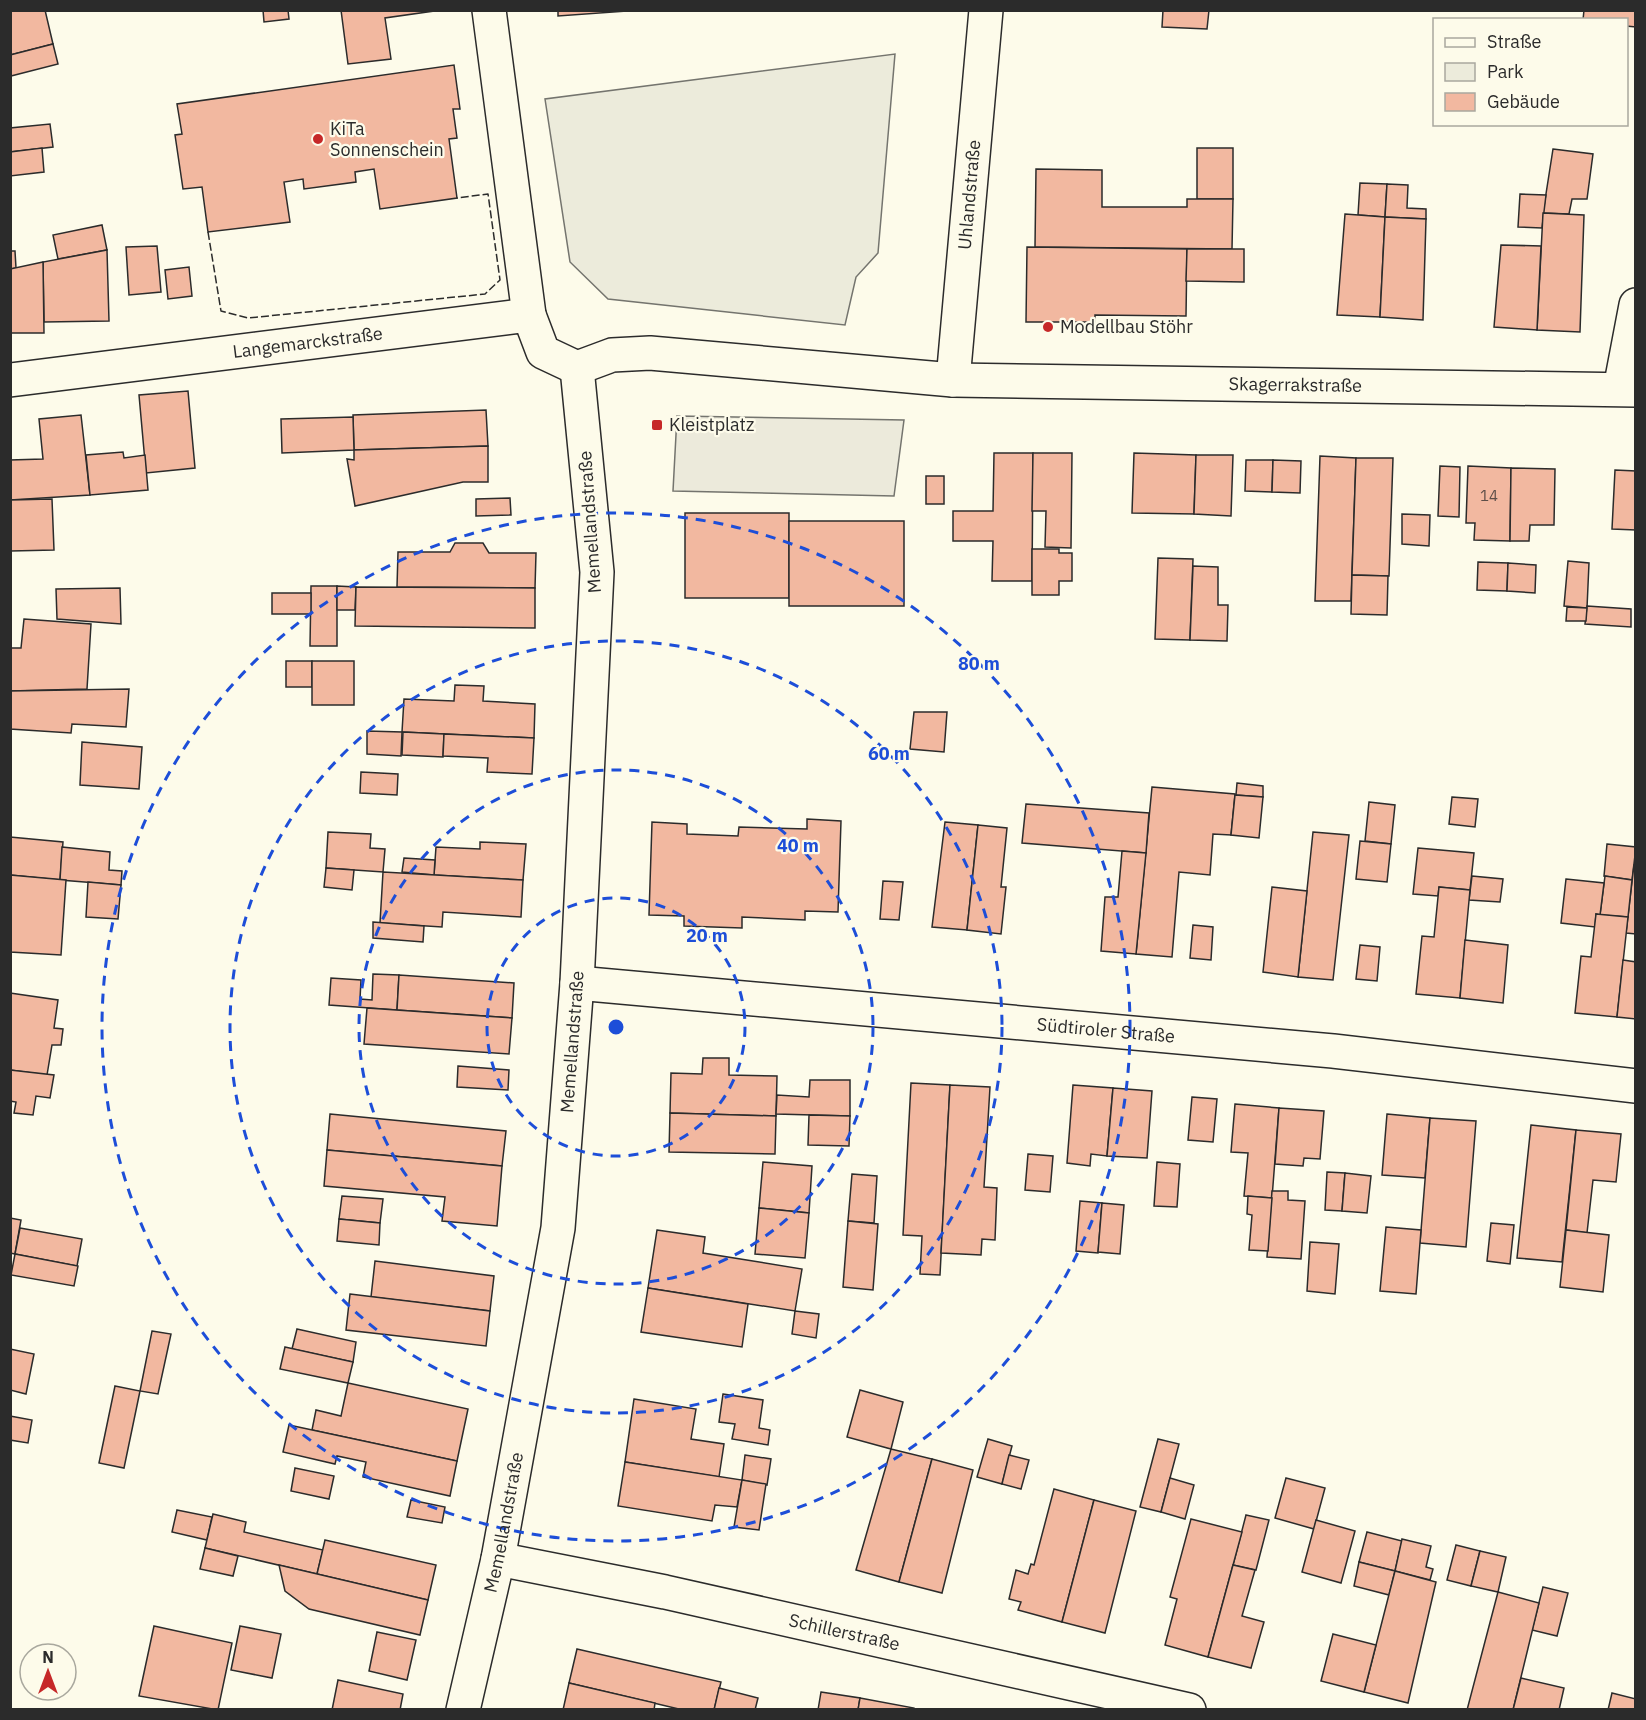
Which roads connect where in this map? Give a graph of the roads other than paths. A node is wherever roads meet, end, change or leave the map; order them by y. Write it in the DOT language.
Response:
graph roads {
  1 [pos="489,10"];
  2 [pos="986,10"];
  3 [pos="1635,305"];
  4 [pos="529,315"];
  5 [pos="578,368"];
  6 [pos="10,380"];
  7 [pos="953,380"];
  8 [pos="1628,390"];
  9 [pos="577,982"];
  10 [pos="1635,1086"];
  11 [pos="498,1559"];
  12 [pos="463,1710"];
  13 [pos="1189,1710"];
  1 -- 4 [label="street"];
  2 -- 7 [label="street, Uhlandstraße"];
  3 -- 8 [label="street"];
  4 -- 5 [label="street"];
  4 -- 6 [label="street, Langemarckstraße"];
  5 -- 7 [label="street"];
  5 -- 9 [label="street, Memellandstraße"];
  7 -- 8 [label="street, Skagerrakstraße"];
  9 -- 10 [label="street, Südtiroler Straße"];
  9 -- 11 [label="street, Memellandstraße"];
  11 -- 12 [label="street, Memellandstraße"];
  11 -- 13 [label="street, Schillerstraße"];
}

### What to work on
Each line above should be printed again exactly, though the pictures should not be.

### Task output
Which roads connect where in this map? Give a graph of the roads other than paths. A node is wherever roads meet, end, change or leave the map; order them by y. Write it in the DOT language.
Response:
graph roads {
  1 [pos="489,10"];
  2 [pos="986,10"];
  3 [pos="1635,305"];
  4 [pos="529,315"];
  5 [pos="578,368"];
  6 [pos="10,380"];
  7 [pos="953,380"];
  8 [pos="1628,390"];
  9 [pos="577,982"];
  10 [pos="1635,1086"];
  11 [pos="498,1559"];
  12 [pos="463,1710"];
  13 [pos="1189,1710"];
  1 -- 4 [label="street"];
  2 -- 7 [label="street, Uhlandstraße"];
  3 -- 8 [label="street"];
  4 -- 5 [label="street"];
  4 -- 6 [label="street, Langemarckstraße"];
  5 -- 7 [label="street"];
  5 -- 9 [label="street, Memellandstraße"];
  7 -- 8 [label="street, Skagerrakstraße"];
  9 -- 10 [label="street, Südtiroler Straße"];
  9 -- 11 [label="street, Memellandstraße"];
  11 -- 12 [label="street, Memellandstraße"];
  11 -- 13 [label="street, Schillerstraße"];
}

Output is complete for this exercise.